Um fácil fim do mundo

Basta refletir um pouquinho para ficar aterrorizado. Pois concluir-se-á ser absolutamente falsa a nossa certeza de liberdade plena e total, de decidir conforme a nossa própria vontade. Estamos escravizados mais do que nunca. E numa dependência, esta sim, total e plena.

A formidável tecnologia de nossos tempos parece ter impedido qualquer outra forma de vida a não ser a partir e através dela. Nada mais se faz sem o computador, sem a internet, sem o mundo digital. Nada. Pois o muito que, individualmente, alguém possa fazer acabará ficando apenas com ele e para ele. Se todos os supermercados fecharem, se a vendinha da esquina não funcionar, quem sabe, ainda, plantar batatas? E se souber e colhê-las, haverá de tê-las apenas para si.
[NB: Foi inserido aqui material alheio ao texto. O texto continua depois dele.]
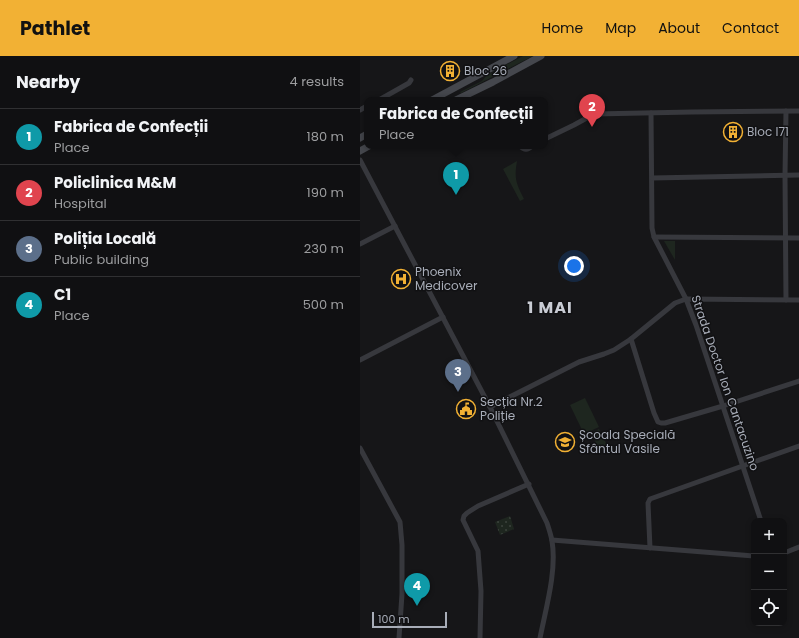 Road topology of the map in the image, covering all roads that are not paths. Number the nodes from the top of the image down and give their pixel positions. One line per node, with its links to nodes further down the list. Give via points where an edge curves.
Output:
1 (514, 56): 4 (main road)
2 (541, 56): 8 (main road)
3 (411, 80): 5 (street)
4 (454, 88): 6 (main road); 7 (street)
5 (384, 97)
6 (438, 97)
7 (458, 97)
8 (463, 97)
9 (786, 111): 10 (street); 11 (street); 14 (street)
10 (799, 111)
11 (651, 113): 12 (street, via 594,114); 16 (street, Strada Doctor Ion Cantacuzino)
12 (548, 138)
13 (360, 160): 17 (street)
14 (785, 175): 15 (street); 16 (street); 20 (street)
15 (799, 175)
16 (652, 178): 18 (street, Strada Doctor Ion Cantacuzino)
17 (395, 226): 21 (street); 25 (street)
18 (654, 237): 20 (street); 22 (street, Strada Doctor Ion Cantacuzino)
19 (799, 238): 20 (street)
20 (785, 239): 23 (street)
21 (360, 244)
22 (686, 299): 23 (street); 26 (street, via 675,303); 29 (street, Strada Doctor Ion Cantacuzino)
23 (786, 300): 24 (street)
24 (799, 300)
25 (443, 317): 27 (street); 30 (street)
26 (631, 339): 29 (street, via 658,422 665,423); 30 (street, via 614,350 579,362)
27 (360, 360)
28 (799, 381): 29 (street)
29 (723, 406): 33 (street, Strada Doctor Ion Cantacuzino)
30 (490, 407): 34 (street)
31 (799, 446): 33 (street)
32 (360, 448): 41 (street, via 400,522 402,580)
33 (743, 466): 35 (street, Strada Doctor Ion Cantacuzino); 37 (street, via 650,499)
34 (529, 484): 36 (street); 42 (street, via 478,506 464,516 463,520 478,551)
35 (760, 518)
36 (552, 540): 37 (street); 43 (street, via 551,582)
37 (650, 548): 40 (street)
38 (799, 548): 39 (street)
39 (787, 553)
40 (751, 556)
41 (399, 638)
42 (480, 638)
43 (540, 638) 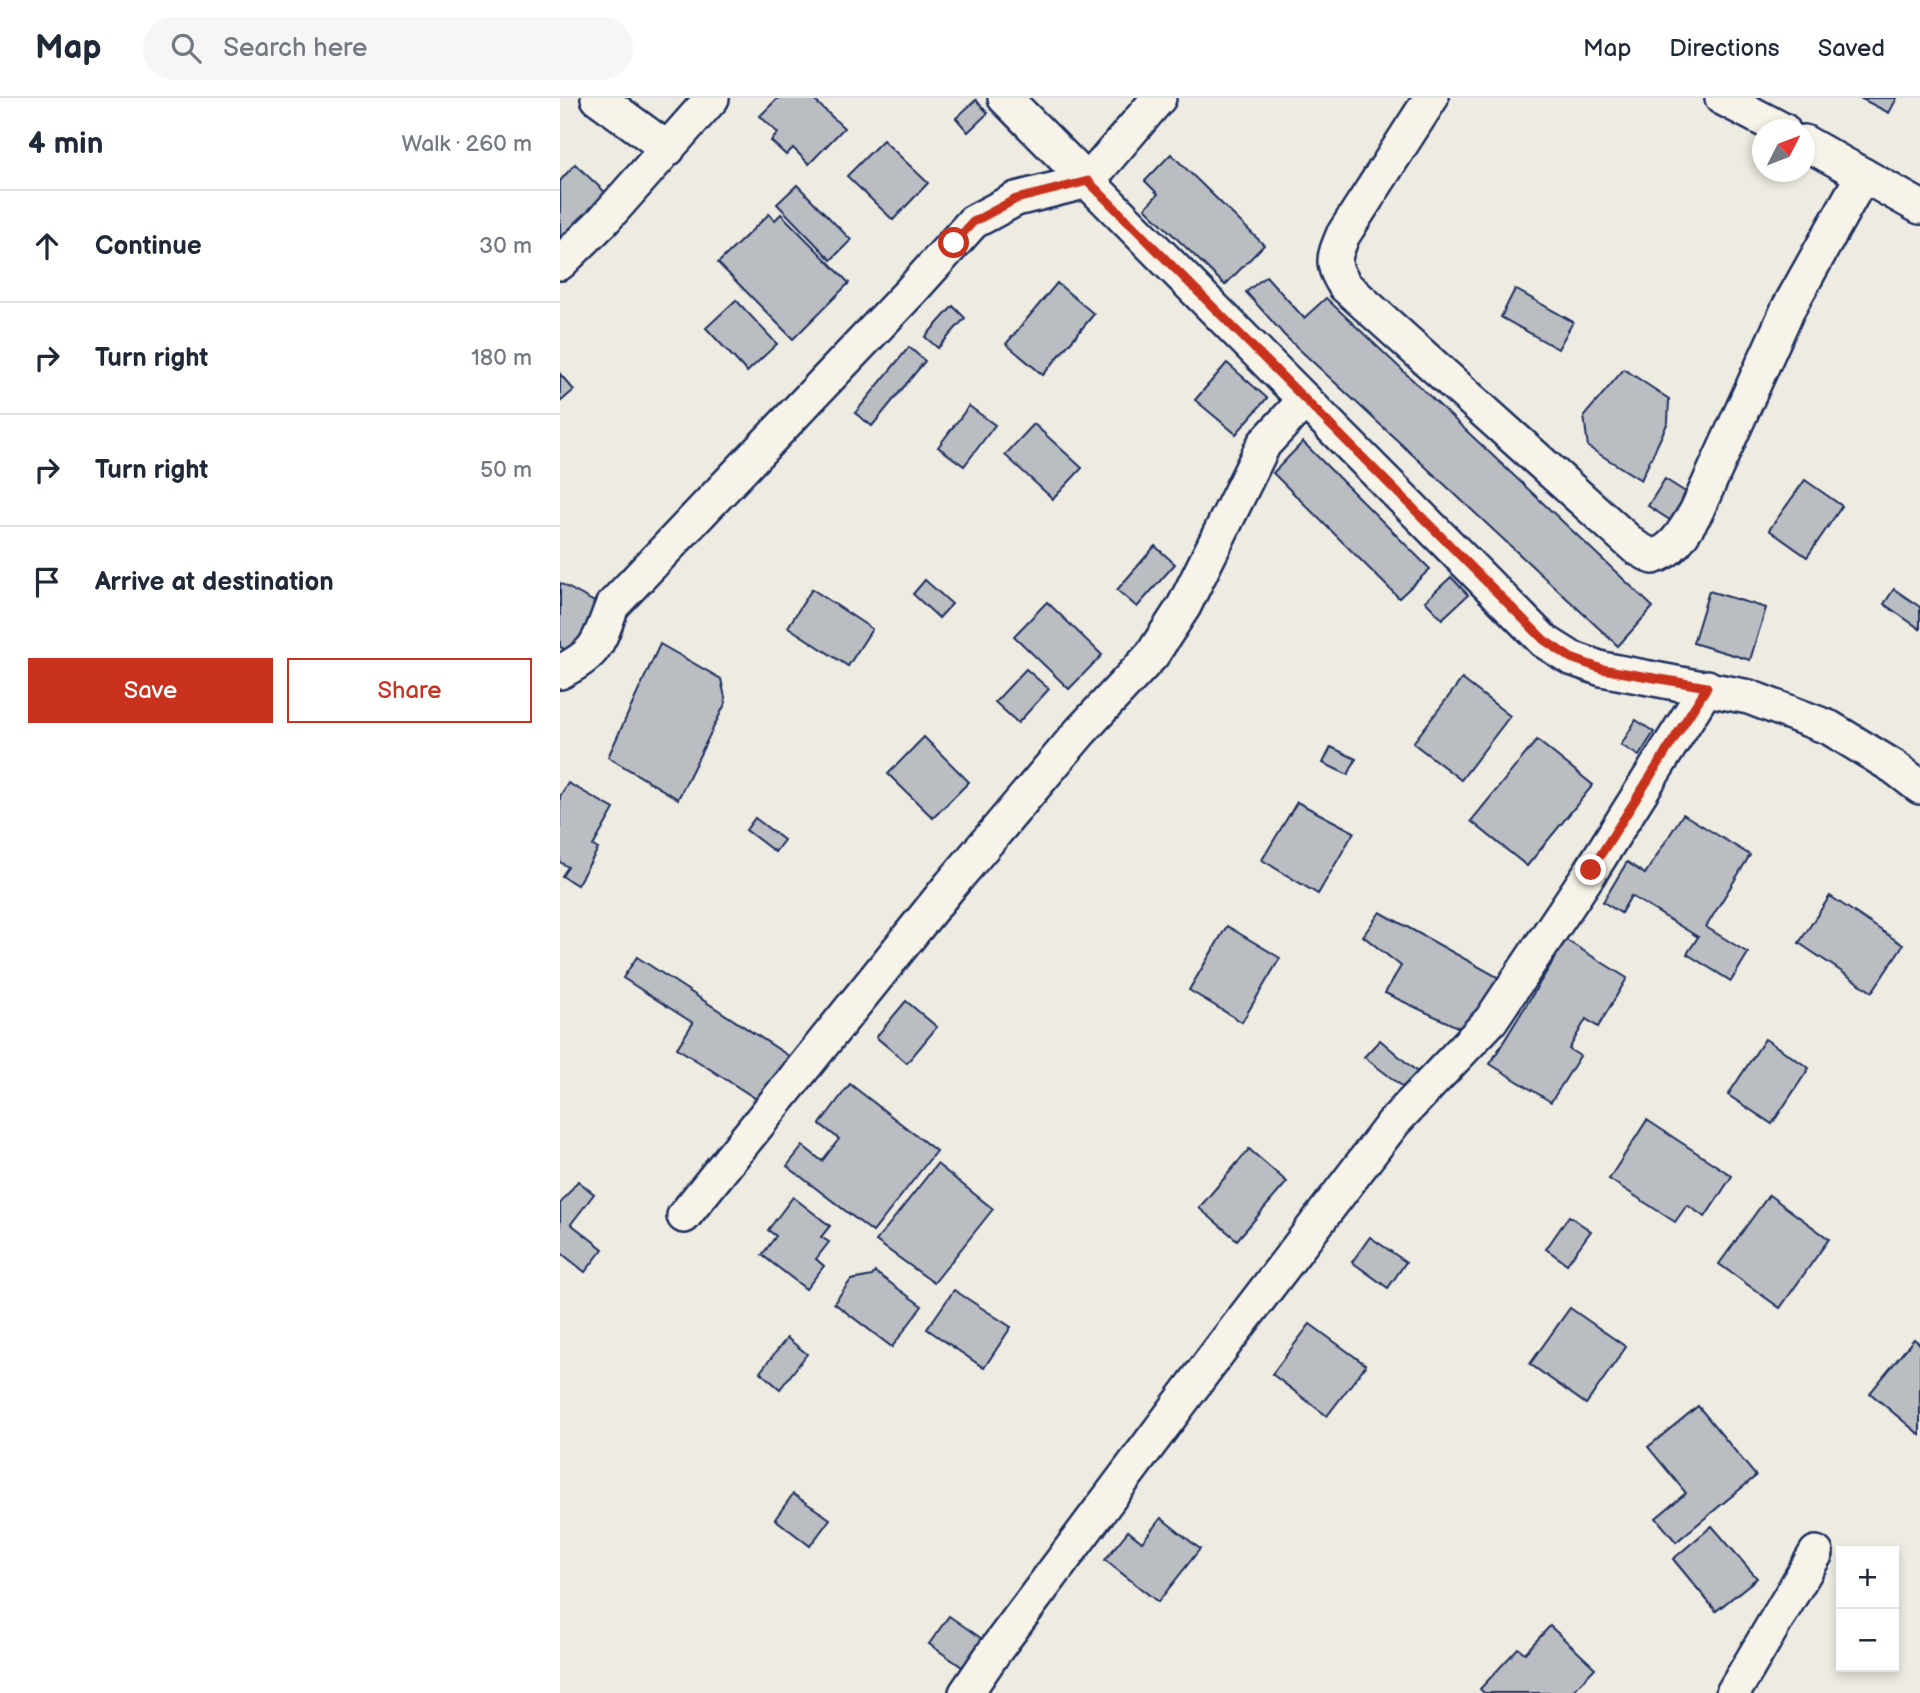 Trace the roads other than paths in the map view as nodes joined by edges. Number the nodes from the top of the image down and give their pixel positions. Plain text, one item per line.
1 (598, 98) edge
2 (712, 98) edge
3 (1005, 98) edge
4 (1159, 98) edge
5 (1431, 98) edge
6 (1722, 98) edge
7 (1762, 119) edge
8 (1815, 148) edge
9 (668, 149) junction
10 (1863, 175) junction
11 (1088, 181) junction
12 (1920, 207) edge
13 (560, 263) edge
14 (1306, 400) junction
15 (560, 672) edge
16 (1707, 687) junction
17 (1920, 786) edge
18 (684, 1216) dead end
19 (1816, 1553) dead end
20 (966, 1693) edge
21 (1733, 1693) edge

1 - 9 street
2 - 9 street
3 - 11 street
4 - 11 street
5 - 10 street
6 - 7 street
8 - 10 street
9 - 13 street
10 - 12 street
11 - 14 street
11 - 15 street
14 - 16 street
14 - 18 street
16 - 17 street
16 - 20 street
19 - 21 street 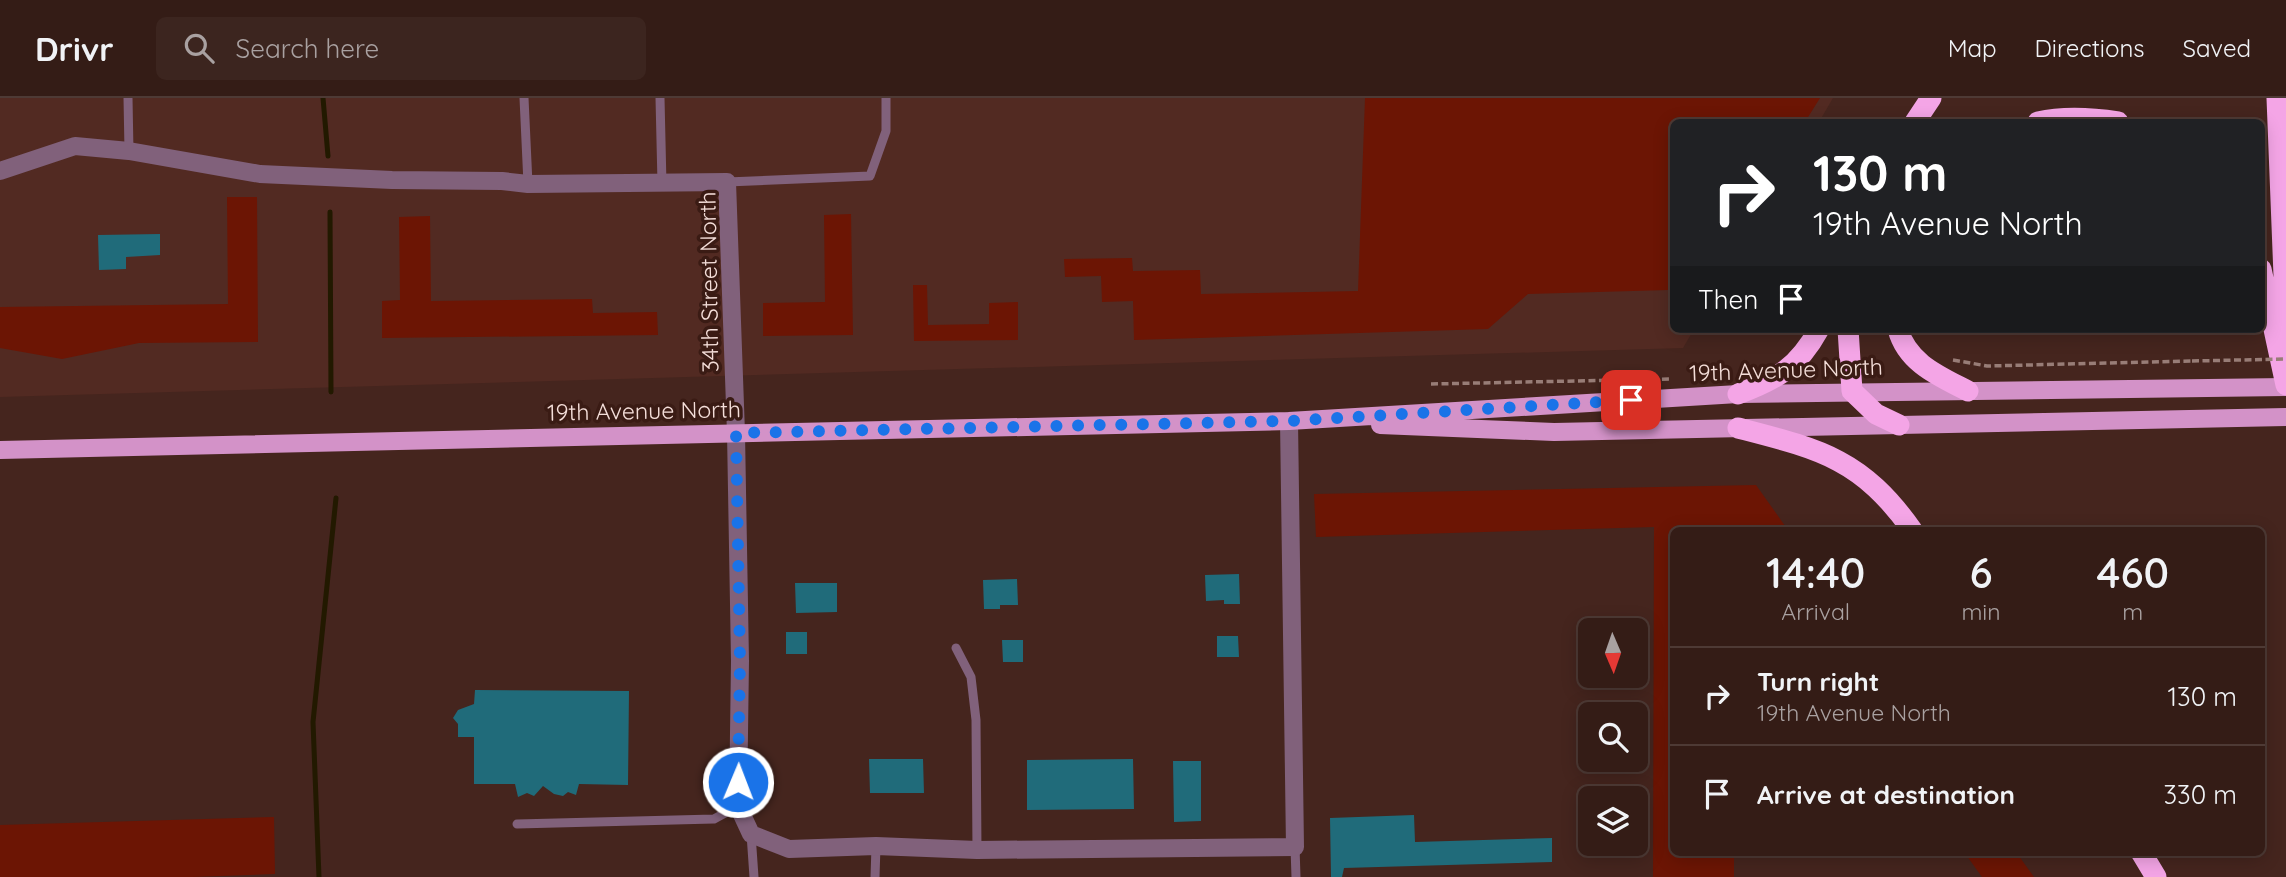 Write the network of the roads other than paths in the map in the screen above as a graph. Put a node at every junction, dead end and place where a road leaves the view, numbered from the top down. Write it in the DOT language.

A cada apagão de eletricidade, confesso tremer na mais oculta fibra da alma. Pois é quando descubro, conheço e fortaleço a consciência da minha absoluta dependência, dessas minhas fragilidade e impotência diante das coisas. Sem energia elétrica, nada funciona. Nem a água de nossas torneiras. Não funciona o computador, paralisa-se a internet, comércio e indústria entram em colapso, a segurança pessoal e coletiva fica vulnerável, não há como reagir, não há o que fazer. E os medos ancestrais nos dominam a todos, como se voltássemos ao mundo das trevas. Ou, pior ainda, como se dele nunca tivéssemos saído.

Por isso, cada vez mais me convenço de nossa necessidade vital de preservar as tribos indígenas. Porque serão elas, sem qualquer dúvida, que nos ensinarão a viver e a sobreviver quando ou se os satélites explodirem no ar, quando e se as usinas de energia deixarem de funcionar. Para que servirão todos os imensos carrões, se postos de combustível não funcionarem? E todas as fabulosas transações bancárias, as especulações nas bolsas, as fortunas virtuais – de que servirão, para onde irão, se a comunicação eletrônica desaparecer em virtude da inexistência da energia elétrica ou nuclear ou seja lá que raio de energia for, a não ser a que está no corpo humano?

Índios se tornam cada vez mais importantes, especialmente quando o mundo civilizado se vai tornando povoado por multidões de bárbaros. Nenhum morador das florestas amazônicas, ninguém dos povos das matas, nenhum deles sequer soube do apagão. E viveram normalmente suas vidas que, para nós, são vidas apenas primitivas, como se isso fosse um mal, um atraso, prova de ignorância total. Mas, sem energia elétrica, de que vale toda nossa ciência, de que valem o nosso conhecimento e teorias, se nos tornamos totalmente impotentes para qualquer ação?

É aterrador. Um temporal, um vendaval mais forte ou um simples defeito em turbinas e, pluft!, o mundo acabou. Ainda bem que tenho meu minhocário e um pedaço de chão para fazer minha horta. Pelo menos, talvez consiga sobreviver por mais alguns dias antes de o fim do mundo chegar. Bom dia.